(WHAT IS BEING ASKED): From the entries below, copy every line that has the word "مریم".

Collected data
------------
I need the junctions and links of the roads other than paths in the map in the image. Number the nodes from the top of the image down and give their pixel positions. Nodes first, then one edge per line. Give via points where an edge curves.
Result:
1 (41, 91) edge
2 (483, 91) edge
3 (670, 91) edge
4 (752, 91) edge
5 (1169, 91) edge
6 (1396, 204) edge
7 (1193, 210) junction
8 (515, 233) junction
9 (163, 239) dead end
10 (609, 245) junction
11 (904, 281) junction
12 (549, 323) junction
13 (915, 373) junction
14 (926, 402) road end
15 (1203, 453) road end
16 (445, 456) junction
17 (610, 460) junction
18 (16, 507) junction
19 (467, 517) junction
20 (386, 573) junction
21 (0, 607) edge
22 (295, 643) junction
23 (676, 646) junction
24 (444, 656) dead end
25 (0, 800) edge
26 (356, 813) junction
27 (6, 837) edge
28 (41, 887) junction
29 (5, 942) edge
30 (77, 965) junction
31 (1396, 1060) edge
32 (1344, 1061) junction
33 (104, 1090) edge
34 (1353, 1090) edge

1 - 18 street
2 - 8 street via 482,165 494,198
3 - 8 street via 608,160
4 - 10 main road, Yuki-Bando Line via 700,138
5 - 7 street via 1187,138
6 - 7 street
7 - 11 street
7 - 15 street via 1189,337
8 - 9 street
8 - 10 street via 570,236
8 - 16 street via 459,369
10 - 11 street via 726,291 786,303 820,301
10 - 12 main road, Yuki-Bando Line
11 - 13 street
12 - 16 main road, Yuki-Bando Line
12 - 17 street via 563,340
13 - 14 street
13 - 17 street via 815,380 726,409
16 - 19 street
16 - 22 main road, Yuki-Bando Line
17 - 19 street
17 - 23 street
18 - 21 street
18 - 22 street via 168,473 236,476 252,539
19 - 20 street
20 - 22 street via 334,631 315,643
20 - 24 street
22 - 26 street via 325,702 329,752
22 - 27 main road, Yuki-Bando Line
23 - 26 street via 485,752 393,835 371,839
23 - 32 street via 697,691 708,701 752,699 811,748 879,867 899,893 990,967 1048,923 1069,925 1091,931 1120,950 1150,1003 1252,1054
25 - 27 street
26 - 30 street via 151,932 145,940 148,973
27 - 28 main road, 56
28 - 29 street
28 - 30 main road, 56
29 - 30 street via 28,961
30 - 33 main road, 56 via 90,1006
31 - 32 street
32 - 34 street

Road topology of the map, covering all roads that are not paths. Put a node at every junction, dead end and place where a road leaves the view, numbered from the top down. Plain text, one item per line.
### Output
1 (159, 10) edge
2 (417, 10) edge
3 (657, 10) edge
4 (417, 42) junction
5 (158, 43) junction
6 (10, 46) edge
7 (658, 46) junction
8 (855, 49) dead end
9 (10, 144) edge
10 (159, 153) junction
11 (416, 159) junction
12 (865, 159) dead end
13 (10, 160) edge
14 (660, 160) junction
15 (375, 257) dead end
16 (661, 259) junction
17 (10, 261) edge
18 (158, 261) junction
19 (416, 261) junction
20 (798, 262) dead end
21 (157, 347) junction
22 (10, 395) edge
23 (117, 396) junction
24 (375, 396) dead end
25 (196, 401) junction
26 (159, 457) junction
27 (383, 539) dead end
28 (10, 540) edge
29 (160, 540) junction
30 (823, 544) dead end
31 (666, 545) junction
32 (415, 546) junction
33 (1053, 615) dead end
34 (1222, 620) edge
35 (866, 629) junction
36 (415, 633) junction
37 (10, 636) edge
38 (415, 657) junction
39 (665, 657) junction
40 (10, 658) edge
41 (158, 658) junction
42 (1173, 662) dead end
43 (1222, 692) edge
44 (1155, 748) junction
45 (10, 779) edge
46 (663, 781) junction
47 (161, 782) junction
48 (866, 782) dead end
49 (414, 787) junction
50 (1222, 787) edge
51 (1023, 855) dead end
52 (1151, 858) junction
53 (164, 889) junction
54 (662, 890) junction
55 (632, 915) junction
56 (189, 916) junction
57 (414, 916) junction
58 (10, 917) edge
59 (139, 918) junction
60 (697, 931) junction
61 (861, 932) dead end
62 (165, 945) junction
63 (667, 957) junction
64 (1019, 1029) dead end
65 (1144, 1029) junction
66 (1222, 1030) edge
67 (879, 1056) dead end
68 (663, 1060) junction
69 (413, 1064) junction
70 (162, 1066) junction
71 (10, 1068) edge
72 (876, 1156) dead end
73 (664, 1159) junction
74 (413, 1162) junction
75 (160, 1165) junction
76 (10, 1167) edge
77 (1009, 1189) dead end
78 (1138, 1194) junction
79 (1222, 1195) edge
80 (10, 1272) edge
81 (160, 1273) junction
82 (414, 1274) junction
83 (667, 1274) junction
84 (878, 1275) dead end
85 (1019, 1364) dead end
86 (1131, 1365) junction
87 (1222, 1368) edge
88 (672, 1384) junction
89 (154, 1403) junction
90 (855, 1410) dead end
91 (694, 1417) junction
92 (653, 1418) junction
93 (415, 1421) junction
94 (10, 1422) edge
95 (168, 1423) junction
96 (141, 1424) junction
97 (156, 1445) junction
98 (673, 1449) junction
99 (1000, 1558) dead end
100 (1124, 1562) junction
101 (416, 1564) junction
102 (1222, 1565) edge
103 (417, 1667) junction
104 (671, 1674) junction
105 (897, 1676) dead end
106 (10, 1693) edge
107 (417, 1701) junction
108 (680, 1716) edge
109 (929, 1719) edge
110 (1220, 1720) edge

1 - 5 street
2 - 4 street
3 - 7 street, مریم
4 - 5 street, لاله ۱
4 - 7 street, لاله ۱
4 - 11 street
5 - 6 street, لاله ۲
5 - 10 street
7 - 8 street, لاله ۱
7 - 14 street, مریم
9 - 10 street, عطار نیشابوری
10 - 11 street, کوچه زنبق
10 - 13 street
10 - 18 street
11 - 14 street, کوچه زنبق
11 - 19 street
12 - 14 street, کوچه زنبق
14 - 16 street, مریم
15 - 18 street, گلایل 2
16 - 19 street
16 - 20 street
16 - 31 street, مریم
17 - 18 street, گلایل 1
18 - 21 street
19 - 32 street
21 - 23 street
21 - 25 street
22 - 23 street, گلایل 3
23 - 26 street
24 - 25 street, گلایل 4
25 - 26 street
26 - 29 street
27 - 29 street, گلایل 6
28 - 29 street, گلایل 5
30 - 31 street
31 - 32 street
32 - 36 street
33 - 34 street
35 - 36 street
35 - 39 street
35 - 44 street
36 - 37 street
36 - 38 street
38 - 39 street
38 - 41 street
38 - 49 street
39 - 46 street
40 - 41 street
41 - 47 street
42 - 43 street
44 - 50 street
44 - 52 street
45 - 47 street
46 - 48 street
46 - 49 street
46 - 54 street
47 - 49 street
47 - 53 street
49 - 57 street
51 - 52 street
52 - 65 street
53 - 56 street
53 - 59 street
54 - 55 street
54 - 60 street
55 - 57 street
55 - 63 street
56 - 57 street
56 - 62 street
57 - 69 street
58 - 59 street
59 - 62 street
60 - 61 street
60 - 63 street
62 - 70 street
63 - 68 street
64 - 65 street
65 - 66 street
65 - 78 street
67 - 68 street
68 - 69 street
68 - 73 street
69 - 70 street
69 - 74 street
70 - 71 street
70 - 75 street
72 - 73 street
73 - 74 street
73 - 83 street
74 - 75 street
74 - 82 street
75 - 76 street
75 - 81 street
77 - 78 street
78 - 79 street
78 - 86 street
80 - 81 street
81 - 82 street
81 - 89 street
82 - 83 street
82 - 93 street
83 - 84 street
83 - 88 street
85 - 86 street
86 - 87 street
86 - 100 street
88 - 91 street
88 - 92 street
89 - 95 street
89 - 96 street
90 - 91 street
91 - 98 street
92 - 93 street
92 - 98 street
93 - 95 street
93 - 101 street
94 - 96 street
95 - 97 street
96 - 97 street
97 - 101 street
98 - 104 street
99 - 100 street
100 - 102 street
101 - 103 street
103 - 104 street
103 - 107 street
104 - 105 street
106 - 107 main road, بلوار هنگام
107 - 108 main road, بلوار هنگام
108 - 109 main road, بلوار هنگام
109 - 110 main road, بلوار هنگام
------------
(RESPONSE):
3 - 7 street, مریم
7 - 14 street, مریم
14 - 16 street, مریم
16 - 31 street, مریم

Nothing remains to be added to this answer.